PATCH: A deep learning method to assess heterogeneity of artistic practice in historical paintings
/ Authors
/ Abstract
In the Renaissance and Early Modern period, paintings were largely produced by master painters who directed workshops of apprentices and others who often contributed to the piece. Discerning who created these masterworks and how they did so is a central question in technical art history and a nontrivial problem that machine learning can help solve by extending analysis to a microscopic scale. Analysis of workshop paintings presents a challenge, however, because information about the members of workshops and the processes by which artworks were created remains elusive. Thus, external examples are not available to train networks to recognize. Here, we present a novel machine learning approach we call pairwise assignment training for classifying heterogeneity (PATCH) that is capable of identifying individual artistic practice regimes with no external training data.

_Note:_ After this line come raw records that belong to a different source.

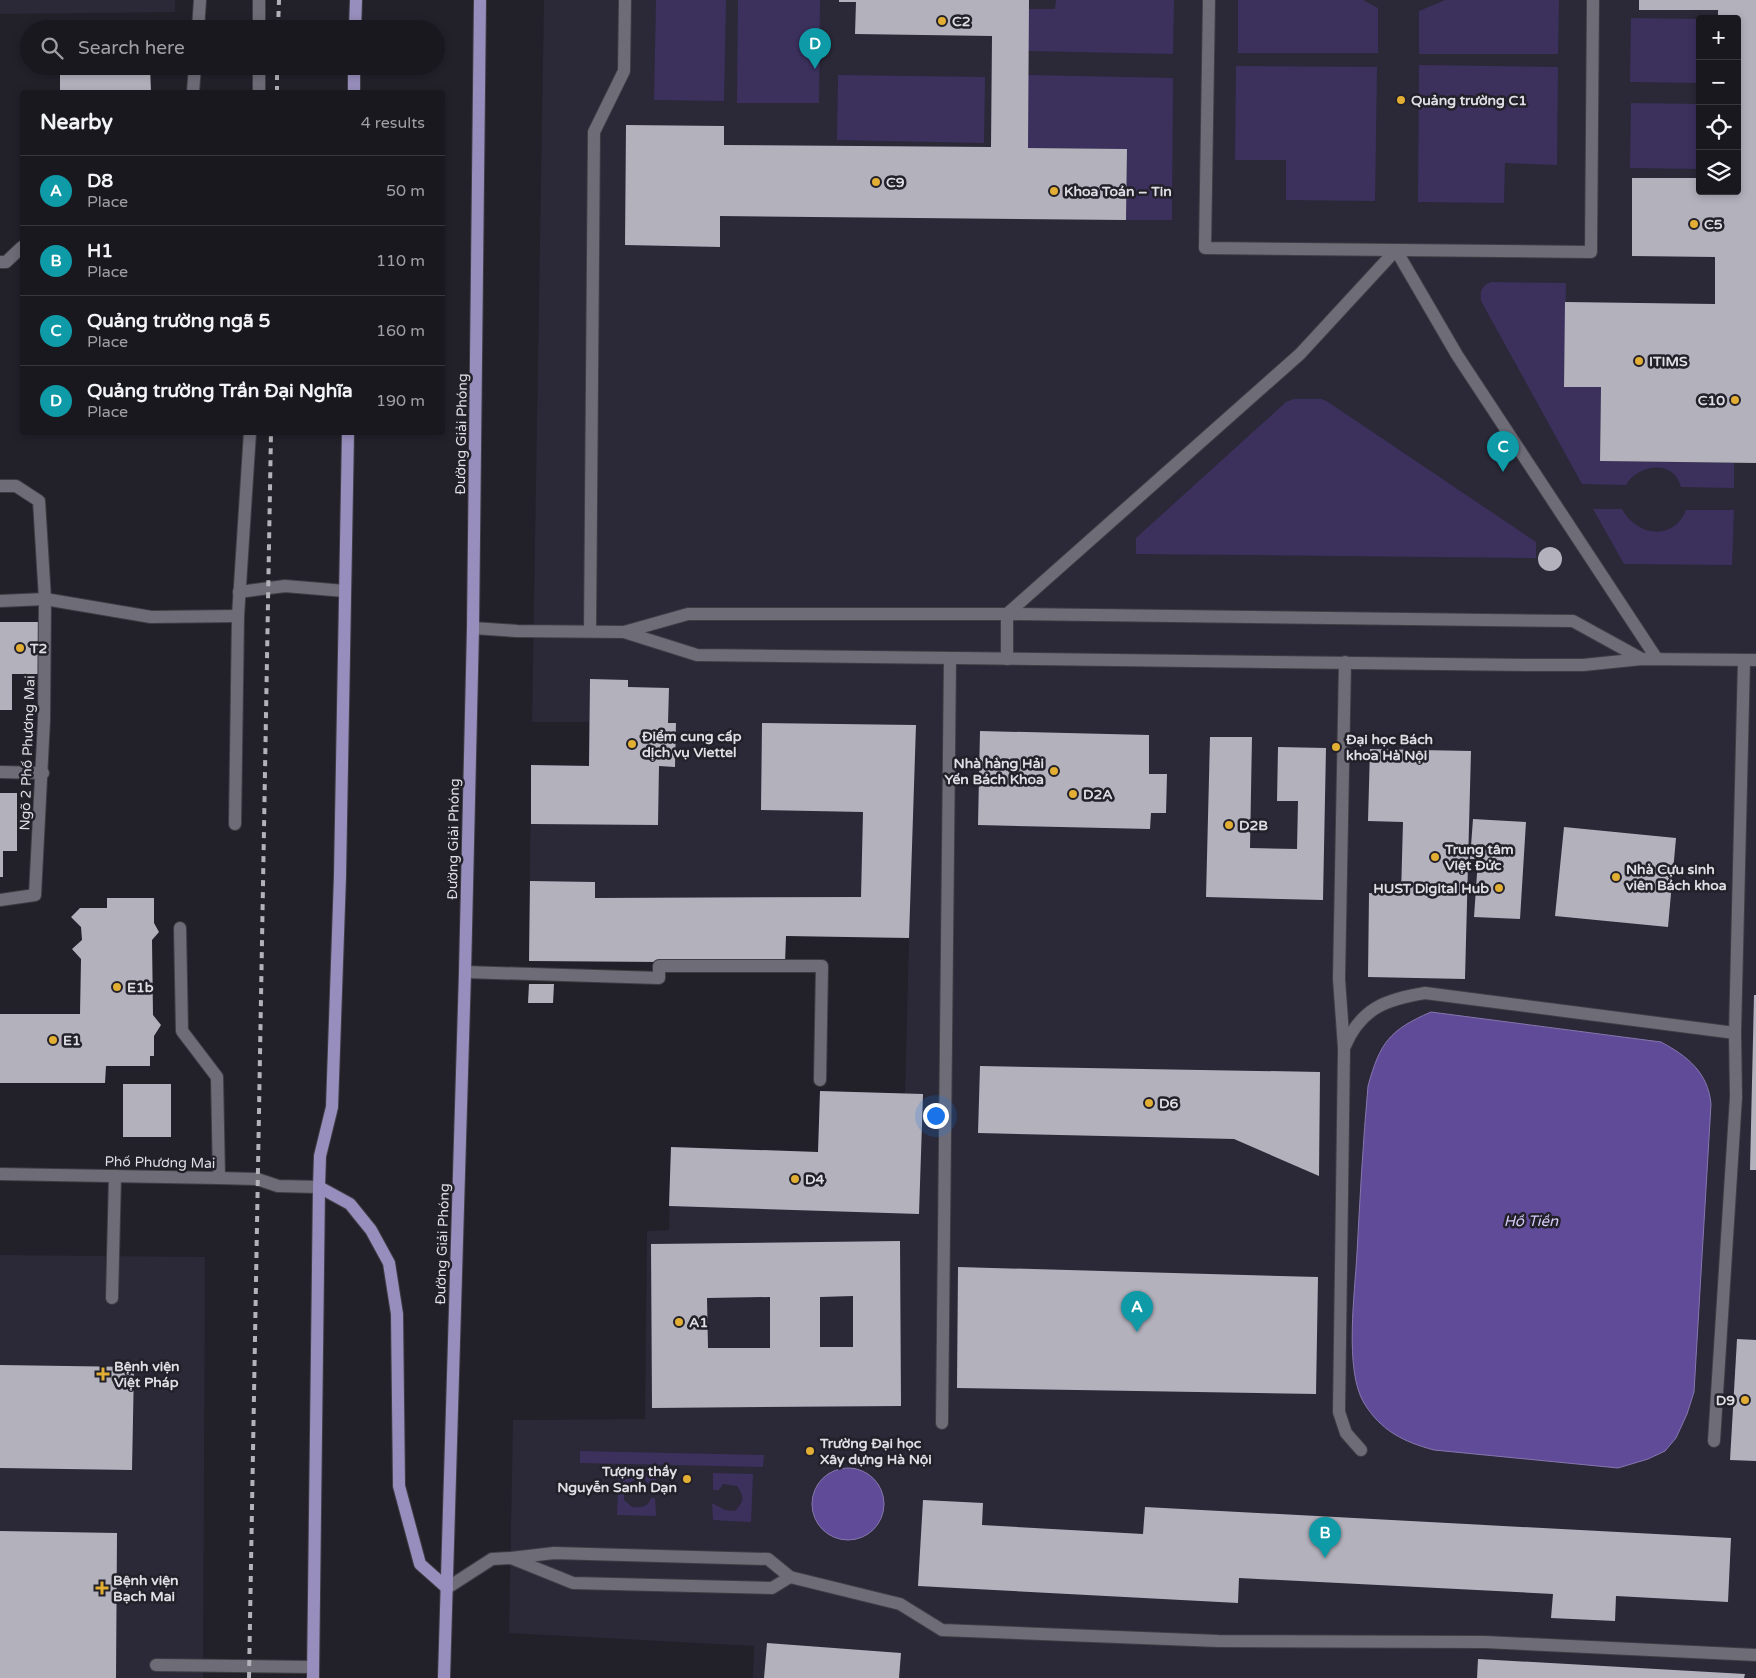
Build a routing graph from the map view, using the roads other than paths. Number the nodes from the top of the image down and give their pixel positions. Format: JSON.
{"nodes":[{"id":1,"x":200,"y":0,"type":"edge"},
{"id":2,"x":259,"y":0,"type":"edge"},
{"id":3,"x":356,"y":0,"type":"edge"},
{"id":4,"x":480,"y":0,"type":"edge"},
{"id":5,"x":625,"y":0,"type":"edge"},
{"id":6,"x":1208,"y":0,"type":"edge"},
{"id":7,"x":1593,"y":0,"type":"edge"},
{"id":8,"x":199,"y":20,"type":"edge"},
{"id":9,"x":259,"y":20,"type":"edge"},
{"id":10,"x":355,"y":20,"type":"edge"},
{"id":11,"x":194,"y":75,"type":"edge"},
{"id":12,"x":259,"y":75,"type":"edge"},
{"id":13,"x":354,"y":75,"type":"edge"},
{"id":14,"x":193,"y":90,"type":"edge"},
{"id":15,"x":259,"y":90,"type":"edge"},
{"id":16,"x":354,"y":90,"type":"edge"},
{"id":17,"x":20,"y":249,"type":"edge"},
{"id":18,"x":1396,"y":250,"type":"junction"},
{"id":19,"x":0,"y":262,"type":"edge"},
{"id":20,"x":250,"y":435,"type":"edge"},
{"id":21,"x":348,"y":435,"type":"edge"},
{"id":22,"x":0,"y":486,"type":"edge"},
{"id":23,"x":345,"y":591,"type":"junction"},
{"id":24,"x":239,"y":592,"type":"junction"},
{"id":25,"x":45,"y":599,"type":"junction"},
{"id":26,"x":0,"y":601,"type":"edge"},
{"id":27,"x":1007,"y":614,"type":"junction"},
{"id":28,"x":238,"y":616,"type":"junction"},
{"id":29,"x":473,"y":628,"type":"junction"},
{"id":30,"x":590,"y":631,"type":"junction"},
{"id":31,"x":624,"y":632,"type":"junction"},
{"id":32,"x":950,"y":658,"type":"junction"},
{"id":33,"x":1007,"y":658,"type":"junction"},
{"id":34,"x":1642,"y":658,"type":"junction"},
{"id":35,"x":1657,"y":658,"type":"junction"},
{"id":36,"x":1750,"y":660,"type":"edge"},
{"id":37,"x":1344,"y":662,"type":"junction"},
{"id":38,"x":0,"y":772,"type":"edge"},
{"id":39,"x":43,"y":773,"type":"junction"},
{"id":40,"x":235,"y":824,"type":"dead end"},
{"id":41,"x":0,"y":900,"type":"edge"},
{"id":42,"x":180,"y":928,"type":"dead end"},
{"id":43,"x":465,"y":972,"type":"junction"},
{"id":44,"x":1735,"y":1033,"type":"junction"},
{"id":45,"x":1344,"y":1048,"type":"junction"},
{"id":46,"x":820,"y":1080,"type":"dead end"},
{"id":47,"x":0,"y":1174,"type":"edge"},
{"id":48,"x":115,"y":1176,"type":"junction"},
{"id":49,"x":219,"y":1178,"type":"junction"},
{"id":50,"x":319,"y":1187,"type":"junction"},
{"id":51,"x":112,"y":1298,"type":"dead end"},
{"id":52,"x":942,"y":1423,"type":"dead end"},
{"id":53,"x":1714,"y":1441,"type":"dead end"},
{"id":54,"x":1361,"y":1450,"type":"dead end"},
{"id":55,"x":511,"y":1558,"type":"junction"},
{"id":56,"x":790,"y":1577,"type":"junction"},
{"id":57,"x":447,"y":1588,"type":"junction"},
{"id":58,"x":1756,"y":1655,"type":"edge"},
{"id":59,"x":156,"y":1665,"type":"dead end"},
{"id":60,"x":313,"y":1673,"type":"edge"},
{"id":61,"x":444,"y":1678,"type":"edge"}],
"edges":[{"from":1,"to":8,"type":"street"},
{"from":2,"to":9,"type":"street"},
{"from":3,"to":10,"type":"main road"},
{"from":4,"to":29,"type":"main road","name":"Đường Giải Phóng"},
{"from":5,"to":30,"type":"street"},
{"from":6,"to":18,"type":"street"},
{"from":7,"to":18,"type":"street"},
{"from":11,"to":14,"type":"street"},
{"from":12,"to":15,"type":"street"},
{"from":13,"to":16,"type":"main road"},
{"from":17,"to":19,"type":"street"},
{"from":18,"to":27,"type":"street"},
{"from":18,"to":35,"type":"street"},
{"from":20,"to":24,"type":"street"},
{"from":21,"to":23,"type":"main road"},
{"from":22,"to":25,"type":"street","name":"Ngõ 2 Phố Phương Mai"},
{"from":23,"to":24,"type":"street"},
{"from":23,"to":50,"type":"main road"},
{"from":24,"to":28,"type":"street"},
{"from":25,"to":26,"type":"street"},
{"from":25,"to":28,"type":"street"},
{"from":25,"to":39,"type":"street","name":"Ngõ 2 Phố Phương Mai"},
{"from":27,"to":31,"type":"street"},
{"from":27,"to":33,"type":"street"},
{"from":27,"to":34,"type":"street"},
{"from":28,"to":40,"type":"street"},
{"from":29,"to":30,"type":"street"},
{"from":29,"to":43,"type":"main road","name":"Đường Giải Phóng"},
{"from":30,"to":31,"type":"street"},
{"from":31,"to":32,"type":"street"},
{"from":32,"to":33,"type":"street"},
{"from":32,"to":52,"type":"street"},
{"from":33,"to":37,"type":"street"},
{"from":34,"to":35,"type":"street"},
{"from":34,"to":37,"type":"street"},
{"from":35,"to":36,"type":"street"},
{"from":36,"to":44,"type":"street"},
{"from":37,"to":45,"type":"street"},
{"from":38,"to":39,"type":"street"},
{"from":39,"to":41,"type":"street","name":"Ngõ 2 Phố Phương Mai"},
{"from":42,"to":49,"type":"street"},
{"from":43,"to":46,"type":"street"},
{"from":43,"to":57,"type":"main road","name":"Đường Giải Phóng"},
{"from":44,"to":45,"type":"street"},
{"from":44,"to":53,"type":"street"},
{"from":45,"to":54,"type":"street"},
{"from":47,"to":48,"type":"street","name":"Phố Phương Mai"},
{"from":48,"to":49,"type":"street","name":"Phố Phương Mai"},
{"from":48,"to":51,"type":"street"},
{"from":49,"to":50,"type":"street","name":"Phố Phương Mai"},
{"from":50,"to":57,"type":"main road"},
{"from":50,"to":60,"type":"main road"},
{"from":55,"to":56,"type":"street"},
{"from":55,"to":56,"type":"street"},
{"from":55,"to":57,"type":"street"},
{"from":56,"to":58,"type":"street"},
{"from":57,"to":61,"type":"main road","name":"Đường Giải Phóng"},
{"from":59,"to":60,"type":"street"}]}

We apply this method to two historical paintings by the Spanish Renaissance master, El Greco, and our findings regarding one of the works potentially challenge previous studies that assert that a considerable portion of the painting was completed by workshop members after El Greco’s death. PATCH outperforms statistical and unsupervised machine learning methods in this complex pairwise comparison problem lacking “ground truth” data, making it potentially useful across similar cases in the social and natural sciences, including image segmentation in remote sensing, urban development and design, and anomaly detection manufacturing contexts, among others.
Journal: Science Advances